++++ INPUT DATA ++++

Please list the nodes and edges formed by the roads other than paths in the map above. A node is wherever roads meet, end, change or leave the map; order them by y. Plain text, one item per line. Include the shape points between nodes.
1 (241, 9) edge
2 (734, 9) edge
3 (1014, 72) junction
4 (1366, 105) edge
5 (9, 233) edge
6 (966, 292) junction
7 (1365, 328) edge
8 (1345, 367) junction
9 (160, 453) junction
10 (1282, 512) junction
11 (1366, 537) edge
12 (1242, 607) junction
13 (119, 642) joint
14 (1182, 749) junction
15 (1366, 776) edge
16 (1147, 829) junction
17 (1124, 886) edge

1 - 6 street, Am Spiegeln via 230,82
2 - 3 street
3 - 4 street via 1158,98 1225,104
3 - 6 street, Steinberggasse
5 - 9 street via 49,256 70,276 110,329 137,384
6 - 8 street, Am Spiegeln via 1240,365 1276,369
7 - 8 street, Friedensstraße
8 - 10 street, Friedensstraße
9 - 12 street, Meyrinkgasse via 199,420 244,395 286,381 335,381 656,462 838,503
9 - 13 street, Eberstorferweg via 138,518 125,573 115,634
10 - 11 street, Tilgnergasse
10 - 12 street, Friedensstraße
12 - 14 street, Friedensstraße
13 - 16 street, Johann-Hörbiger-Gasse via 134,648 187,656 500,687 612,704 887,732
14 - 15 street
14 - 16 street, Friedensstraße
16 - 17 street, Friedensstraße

++++

• **YOUR TASK**: All of the records should be transcribed exactly, with nothing left out.

• **EXERCISE RESPONSE**:
Please list the nodes and edges formed by the roads other than paths in the map above. A node is wherever roads meet, end, change or leave the map; order them by y. Plain text, one item per line. Include the shape points between nodes.
1 (241, 9) edge
2 (734, 9) edge
3 (1014, 72) junction
4 (1366, 105) edge
5 (9, 233) edge
6 (966, 292) junction
7 (1365, 328) edge
8 (1345, 367) junction
9 (160, 453) junction
10 (1282, 512) junction
11 (1366, 537) edge
12 (1242, 607) junction
13 (119, 642) joint
14 (1182, 749) junction
15 (1366, 776) edge
16 (1147, 829) junction
17 (1124, 886) edge

1 - 6 street, Am Spiegeln via 230,82
2 - 3 street
3 - 4 street via 1158,98 1225,104
3 - 6 street, Steinberggasse
5 - 9 street via 49,256 70,276 110,329 137,384
6 - 8 street, Am Spiegeln via 1240,365 1276,369
7 - 8 street, Friedensstraße
8 - 10 street, Friedensstraße
9 - 12 street, Meyrinkgasse via 199,420 244,395 286,381 335,381 656,462 838,503
9 - 13 street, Eberstorferweg via 138,518 125,573 115,634
10 - 11 street, Tilgnergasse
10 - 12 street, Friedensstraße
12 - 14 street, Friedensstraße
13 - 16 street, Johann-Hörbiger-Gasse via 134,648 187,656 500,687 612,704 887,732
14 - 15 street
14 - 16 street, Friedensstraße
16 - 17 street, Friedensstraße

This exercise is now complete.